[ANN] A new lightning fast package for data manipulation in pure Julia

I don’t understand the internals well enough, but assuming that your point here is that leftjoin in InMemoryDatasets squeezes out extra performance by restricting the valid types of index columns to join on, would you consider this a missing optimization in DataFrames which could be filled in with multiple dispatch providing a “fast path” leftjoin for certain column types?

2 Likes

Yes.

6 Likes

I don’t know about polars, however, to be clear, the second run is not always faster for polars.

leftjoin by default uses the sort method, for situation that sort method is not well defined user should use hash method for joining, thus:

julia> leftjoin(name, job, on = :ID, method = :hash)
4×3 Dataset
 Row │ ID        Name       Job      
     │ identity  identity   identity 
     │ Array…?   String?    String?  
─────┼───────────────────────────────
   1 │ [1]       John Doe   Lawyer
   2 │ [2]       Jane Doe   Doctor
   3 │ [2]       Jane Doe   Florist
   4 │ [3]       Joe Blogs  missing  
8 Likes

Oh, I must have read it wrong

image
image

1 Like

Both packages are for data manipulation, but on surface and internally they are very different.

internal The algorithms in IMD build from scratch for columnnar tables and the way Julia works. Most of these algorithms are home made to fit some criteria that I had in mind and you wouldn’t find them anywhere else.
on surface I mentioned some differences in the announcement, however, those are just few of them. I provided more details of the IMD features in its documentation.

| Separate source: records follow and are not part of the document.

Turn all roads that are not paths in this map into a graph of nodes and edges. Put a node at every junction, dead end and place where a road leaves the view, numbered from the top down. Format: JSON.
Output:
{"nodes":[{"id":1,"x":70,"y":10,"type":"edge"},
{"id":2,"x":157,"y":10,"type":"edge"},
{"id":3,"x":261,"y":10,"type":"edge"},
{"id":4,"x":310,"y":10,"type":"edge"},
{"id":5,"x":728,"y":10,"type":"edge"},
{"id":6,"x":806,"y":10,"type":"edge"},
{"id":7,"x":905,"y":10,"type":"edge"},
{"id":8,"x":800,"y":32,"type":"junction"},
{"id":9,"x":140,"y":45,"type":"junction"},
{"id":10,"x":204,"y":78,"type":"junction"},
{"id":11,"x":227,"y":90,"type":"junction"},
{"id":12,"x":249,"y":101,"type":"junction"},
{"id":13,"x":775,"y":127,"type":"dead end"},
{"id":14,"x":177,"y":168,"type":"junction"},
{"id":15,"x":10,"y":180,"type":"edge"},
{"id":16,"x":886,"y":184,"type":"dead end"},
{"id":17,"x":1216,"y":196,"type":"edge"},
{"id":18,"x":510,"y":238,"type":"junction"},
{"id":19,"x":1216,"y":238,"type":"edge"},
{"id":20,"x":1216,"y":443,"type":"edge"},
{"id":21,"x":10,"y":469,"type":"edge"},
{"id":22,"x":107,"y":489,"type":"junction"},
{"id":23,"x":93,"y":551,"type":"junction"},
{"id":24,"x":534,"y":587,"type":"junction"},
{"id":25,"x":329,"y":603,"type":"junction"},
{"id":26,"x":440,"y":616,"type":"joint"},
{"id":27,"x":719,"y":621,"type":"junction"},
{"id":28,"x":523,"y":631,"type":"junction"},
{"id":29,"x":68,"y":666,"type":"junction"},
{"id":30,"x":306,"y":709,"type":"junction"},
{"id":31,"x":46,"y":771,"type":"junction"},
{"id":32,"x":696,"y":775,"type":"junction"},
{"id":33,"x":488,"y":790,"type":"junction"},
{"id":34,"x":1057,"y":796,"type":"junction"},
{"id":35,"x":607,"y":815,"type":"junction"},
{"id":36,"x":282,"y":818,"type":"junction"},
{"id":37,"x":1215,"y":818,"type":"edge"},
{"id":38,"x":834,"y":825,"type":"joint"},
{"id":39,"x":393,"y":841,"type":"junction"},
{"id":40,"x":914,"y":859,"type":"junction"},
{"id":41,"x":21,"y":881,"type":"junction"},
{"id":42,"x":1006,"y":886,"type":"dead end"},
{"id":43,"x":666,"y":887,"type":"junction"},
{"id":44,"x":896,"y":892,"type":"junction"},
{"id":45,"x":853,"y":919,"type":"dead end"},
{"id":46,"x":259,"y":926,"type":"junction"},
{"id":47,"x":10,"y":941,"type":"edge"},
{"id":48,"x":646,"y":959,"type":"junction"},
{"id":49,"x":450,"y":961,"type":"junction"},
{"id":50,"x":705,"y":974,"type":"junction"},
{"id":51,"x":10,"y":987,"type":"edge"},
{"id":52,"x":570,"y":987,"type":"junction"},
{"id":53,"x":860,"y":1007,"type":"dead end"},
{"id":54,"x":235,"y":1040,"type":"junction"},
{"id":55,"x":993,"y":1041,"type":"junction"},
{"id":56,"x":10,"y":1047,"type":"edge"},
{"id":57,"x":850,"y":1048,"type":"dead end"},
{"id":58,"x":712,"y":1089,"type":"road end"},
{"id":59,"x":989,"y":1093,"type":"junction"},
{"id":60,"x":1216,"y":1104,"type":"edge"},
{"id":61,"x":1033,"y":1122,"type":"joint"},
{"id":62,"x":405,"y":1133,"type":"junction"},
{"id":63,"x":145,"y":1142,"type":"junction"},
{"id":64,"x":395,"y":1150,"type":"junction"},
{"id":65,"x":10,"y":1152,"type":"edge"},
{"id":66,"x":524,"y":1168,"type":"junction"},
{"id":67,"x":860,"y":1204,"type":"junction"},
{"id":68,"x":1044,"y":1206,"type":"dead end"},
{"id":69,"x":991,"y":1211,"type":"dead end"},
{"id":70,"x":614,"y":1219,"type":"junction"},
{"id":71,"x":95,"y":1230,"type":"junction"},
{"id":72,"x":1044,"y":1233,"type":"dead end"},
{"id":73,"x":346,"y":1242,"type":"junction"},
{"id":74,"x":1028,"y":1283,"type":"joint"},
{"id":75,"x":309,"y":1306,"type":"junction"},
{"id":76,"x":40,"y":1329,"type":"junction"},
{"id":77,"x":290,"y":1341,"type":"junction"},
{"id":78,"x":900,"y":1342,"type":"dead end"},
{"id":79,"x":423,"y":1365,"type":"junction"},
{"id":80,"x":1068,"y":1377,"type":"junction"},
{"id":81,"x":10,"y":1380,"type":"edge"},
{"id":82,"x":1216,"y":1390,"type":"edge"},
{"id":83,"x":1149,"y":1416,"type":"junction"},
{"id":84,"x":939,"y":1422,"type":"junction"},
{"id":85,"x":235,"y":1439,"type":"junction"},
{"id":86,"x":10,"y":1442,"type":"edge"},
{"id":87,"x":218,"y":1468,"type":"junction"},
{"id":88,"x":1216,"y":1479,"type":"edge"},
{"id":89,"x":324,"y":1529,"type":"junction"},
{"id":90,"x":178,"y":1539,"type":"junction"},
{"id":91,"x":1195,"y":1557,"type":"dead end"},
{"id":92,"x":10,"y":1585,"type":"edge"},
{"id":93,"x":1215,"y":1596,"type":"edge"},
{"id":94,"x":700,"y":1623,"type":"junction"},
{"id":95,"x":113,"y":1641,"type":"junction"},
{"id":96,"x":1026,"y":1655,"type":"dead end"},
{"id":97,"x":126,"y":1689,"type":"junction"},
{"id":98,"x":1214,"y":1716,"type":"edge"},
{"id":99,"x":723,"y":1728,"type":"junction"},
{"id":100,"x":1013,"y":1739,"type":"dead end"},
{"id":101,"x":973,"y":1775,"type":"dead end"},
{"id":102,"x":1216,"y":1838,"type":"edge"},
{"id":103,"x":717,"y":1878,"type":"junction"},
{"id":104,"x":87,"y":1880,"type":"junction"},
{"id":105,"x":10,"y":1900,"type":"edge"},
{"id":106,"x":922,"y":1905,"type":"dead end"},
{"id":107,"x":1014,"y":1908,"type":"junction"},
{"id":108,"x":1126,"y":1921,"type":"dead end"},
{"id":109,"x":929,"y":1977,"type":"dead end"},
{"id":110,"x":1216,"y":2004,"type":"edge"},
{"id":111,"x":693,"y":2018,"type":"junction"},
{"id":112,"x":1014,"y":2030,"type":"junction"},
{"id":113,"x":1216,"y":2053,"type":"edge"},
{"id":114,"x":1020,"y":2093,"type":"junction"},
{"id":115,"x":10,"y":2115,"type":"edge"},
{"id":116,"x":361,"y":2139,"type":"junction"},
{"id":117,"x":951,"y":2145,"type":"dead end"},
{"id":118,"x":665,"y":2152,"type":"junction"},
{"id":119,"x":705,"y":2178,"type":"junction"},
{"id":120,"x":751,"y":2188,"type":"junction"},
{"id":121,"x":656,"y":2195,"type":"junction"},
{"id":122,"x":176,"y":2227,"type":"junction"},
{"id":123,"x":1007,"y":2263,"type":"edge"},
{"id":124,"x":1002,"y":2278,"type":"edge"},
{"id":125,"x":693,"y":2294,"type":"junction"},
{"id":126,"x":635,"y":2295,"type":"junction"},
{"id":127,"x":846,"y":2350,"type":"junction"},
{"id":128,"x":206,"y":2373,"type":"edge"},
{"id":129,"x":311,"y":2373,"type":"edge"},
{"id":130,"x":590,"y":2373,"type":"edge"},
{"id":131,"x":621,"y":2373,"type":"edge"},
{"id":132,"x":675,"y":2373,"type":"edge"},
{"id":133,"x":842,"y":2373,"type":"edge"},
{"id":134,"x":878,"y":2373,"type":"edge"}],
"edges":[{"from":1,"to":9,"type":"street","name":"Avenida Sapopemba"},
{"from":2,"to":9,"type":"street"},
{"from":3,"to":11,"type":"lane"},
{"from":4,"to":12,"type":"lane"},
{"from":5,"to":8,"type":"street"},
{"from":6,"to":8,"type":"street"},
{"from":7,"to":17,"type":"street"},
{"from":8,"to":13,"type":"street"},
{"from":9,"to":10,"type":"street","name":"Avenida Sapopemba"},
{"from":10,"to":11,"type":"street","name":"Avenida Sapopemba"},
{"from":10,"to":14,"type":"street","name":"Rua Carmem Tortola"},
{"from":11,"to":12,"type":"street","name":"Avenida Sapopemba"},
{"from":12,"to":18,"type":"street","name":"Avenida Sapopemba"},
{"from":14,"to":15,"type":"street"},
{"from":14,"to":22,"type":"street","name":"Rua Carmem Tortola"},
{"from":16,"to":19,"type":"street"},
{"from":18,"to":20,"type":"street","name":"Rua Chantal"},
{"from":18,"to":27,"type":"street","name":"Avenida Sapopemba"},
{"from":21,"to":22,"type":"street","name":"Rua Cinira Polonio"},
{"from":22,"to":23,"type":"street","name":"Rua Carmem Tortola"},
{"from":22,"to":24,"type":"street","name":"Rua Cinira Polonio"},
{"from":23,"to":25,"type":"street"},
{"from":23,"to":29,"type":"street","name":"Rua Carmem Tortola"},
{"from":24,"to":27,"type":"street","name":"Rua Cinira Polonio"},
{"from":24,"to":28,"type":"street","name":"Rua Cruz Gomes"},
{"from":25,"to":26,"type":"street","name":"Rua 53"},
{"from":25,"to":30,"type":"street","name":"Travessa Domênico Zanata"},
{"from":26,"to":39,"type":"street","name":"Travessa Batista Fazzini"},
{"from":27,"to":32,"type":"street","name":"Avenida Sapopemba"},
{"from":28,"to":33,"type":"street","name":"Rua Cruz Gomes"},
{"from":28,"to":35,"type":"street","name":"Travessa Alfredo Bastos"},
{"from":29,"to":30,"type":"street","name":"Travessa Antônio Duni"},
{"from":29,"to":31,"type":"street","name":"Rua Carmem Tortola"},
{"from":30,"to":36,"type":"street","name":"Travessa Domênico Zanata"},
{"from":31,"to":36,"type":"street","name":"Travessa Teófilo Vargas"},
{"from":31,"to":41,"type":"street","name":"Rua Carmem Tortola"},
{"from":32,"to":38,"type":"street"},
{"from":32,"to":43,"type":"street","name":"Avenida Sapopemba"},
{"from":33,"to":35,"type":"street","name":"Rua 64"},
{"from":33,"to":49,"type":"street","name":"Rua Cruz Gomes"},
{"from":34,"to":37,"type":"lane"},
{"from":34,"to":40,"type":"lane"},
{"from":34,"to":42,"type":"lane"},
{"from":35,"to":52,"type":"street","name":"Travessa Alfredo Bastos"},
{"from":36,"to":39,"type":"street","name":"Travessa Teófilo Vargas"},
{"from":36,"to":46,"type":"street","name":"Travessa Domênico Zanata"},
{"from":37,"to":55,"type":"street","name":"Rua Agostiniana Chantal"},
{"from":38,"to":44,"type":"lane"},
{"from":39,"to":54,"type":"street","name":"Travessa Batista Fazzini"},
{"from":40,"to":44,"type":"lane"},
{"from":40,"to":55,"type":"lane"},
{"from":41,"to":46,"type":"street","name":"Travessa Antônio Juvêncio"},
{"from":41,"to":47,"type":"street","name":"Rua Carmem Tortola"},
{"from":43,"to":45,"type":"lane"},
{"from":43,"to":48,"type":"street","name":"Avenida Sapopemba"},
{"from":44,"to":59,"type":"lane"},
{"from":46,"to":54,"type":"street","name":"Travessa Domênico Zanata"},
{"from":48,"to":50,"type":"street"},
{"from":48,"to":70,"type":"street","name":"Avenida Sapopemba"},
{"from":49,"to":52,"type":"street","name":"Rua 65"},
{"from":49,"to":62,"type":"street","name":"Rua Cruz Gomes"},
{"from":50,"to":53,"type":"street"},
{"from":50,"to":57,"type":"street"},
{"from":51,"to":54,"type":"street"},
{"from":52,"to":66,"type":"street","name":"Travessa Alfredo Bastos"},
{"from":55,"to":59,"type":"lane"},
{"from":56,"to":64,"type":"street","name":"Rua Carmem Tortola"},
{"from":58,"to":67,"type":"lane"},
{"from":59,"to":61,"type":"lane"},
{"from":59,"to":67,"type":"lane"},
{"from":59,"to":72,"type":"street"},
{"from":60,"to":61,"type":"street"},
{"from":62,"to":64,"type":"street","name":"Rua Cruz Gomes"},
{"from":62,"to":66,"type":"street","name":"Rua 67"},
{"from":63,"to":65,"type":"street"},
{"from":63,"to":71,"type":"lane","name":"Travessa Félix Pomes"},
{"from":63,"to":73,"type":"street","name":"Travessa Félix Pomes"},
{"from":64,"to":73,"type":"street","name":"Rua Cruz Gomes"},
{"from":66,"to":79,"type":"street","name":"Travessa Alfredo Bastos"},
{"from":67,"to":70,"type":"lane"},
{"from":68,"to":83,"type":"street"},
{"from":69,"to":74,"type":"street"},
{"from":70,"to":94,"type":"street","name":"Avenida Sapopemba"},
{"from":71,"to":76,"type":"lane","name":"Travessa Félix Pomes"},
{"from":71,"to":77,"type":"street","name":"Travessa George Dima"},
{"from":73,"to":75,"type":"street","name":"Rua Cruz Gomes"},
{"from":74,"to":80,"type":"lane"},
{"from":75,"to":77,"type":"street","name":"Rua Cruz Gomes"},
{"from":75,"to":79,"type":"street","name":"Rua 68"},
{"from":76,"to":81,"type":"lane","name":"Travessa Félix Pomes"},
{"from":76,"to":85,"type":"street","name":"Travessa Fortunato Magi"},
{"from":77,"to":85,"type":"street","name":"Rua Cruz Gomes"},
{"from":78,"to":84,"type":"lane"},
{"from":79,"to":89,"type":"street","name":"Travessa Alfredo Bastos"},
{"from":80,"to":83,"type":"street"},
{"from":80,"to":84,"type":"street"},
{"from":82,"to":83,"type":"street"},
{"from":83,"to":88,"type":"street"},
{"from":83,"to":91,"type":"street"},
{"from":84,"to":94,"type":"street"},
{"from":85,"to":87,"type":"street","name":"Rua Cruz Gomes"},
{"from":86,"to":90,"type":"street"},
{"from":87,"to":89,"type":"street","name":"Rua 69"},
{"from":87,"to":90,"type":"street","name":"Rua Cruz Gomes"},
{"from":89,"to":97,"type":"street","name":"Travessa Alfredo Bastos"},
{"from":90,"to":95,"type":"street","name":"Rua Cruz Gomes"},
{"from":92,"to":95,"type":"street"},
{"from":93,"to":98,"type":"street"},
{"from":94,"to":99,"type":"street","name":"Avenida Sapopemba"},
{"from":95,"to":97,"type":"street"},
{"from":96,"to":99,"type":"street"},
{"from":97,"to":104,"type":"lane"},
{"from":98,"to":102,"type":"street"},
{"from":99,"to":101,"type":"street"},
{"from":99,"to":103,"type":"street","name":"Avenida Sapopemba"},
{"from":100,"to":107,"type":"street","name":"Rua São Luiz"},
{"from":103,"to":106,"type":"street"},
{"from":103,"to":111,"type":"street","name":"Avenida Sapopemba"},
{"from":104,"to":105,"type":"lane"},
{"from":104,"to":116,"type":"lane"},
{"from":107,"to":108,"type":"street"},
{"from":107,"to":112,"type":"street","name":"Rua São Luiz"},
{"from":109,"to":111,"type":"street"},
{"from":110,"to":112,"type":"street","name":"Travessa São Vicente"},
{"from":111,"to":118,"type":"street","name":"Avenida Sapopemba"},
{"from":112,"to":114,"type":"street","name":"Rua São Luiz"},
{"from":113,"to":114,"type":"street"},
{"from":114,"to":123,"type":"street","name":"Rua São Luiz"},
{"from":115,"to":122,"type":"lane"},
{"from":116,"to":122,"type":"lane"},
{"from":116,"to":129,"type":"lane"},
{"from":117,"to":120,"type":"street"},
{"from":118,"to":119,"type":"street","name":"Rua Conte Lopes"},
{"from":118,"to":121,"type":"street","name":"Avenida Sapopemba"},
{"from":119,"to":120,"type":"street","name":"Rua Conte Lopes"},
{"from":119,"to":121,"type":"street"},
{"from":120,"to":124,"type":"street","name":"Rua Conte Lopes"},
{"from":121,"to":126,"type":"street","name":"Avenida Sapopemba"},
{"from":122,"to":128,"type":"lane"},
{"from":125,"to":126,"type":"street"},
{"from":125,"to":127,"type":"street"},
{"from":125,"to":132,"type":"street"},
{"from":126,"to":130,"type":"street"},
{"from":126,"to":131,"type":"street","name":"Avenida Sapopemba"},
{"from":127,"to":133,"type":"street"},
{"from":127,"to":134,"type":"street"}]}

I tried to keep the syntax of IMD familiar to DataFrames users but it doesn’t mean IMD uses the same syntax as DataFrames; some places they just use similar name for functions but the syntax is very different, like filter, some places they use similar name with similar syntax but different options, like unique.

5 Likes

The most significant difference from my perspective is that InMemoryDatasets.jl uses the strategy of skipping missing values by default. In contrast to DataFrames.jl, InMemoryDatasets.jl

  • skips missing values in aggregation functions over its Dataset types, and
  • skips missing values in aggregation functions over all types, by pirating Base’s aggregations.

For example in Base Julia,

julia> maximum([1,1,missing])
missing

but with using InMemoryDatasets

julia> maximum([1,1,missing])
1

You many find more about how IMD treats missing values in its documentation.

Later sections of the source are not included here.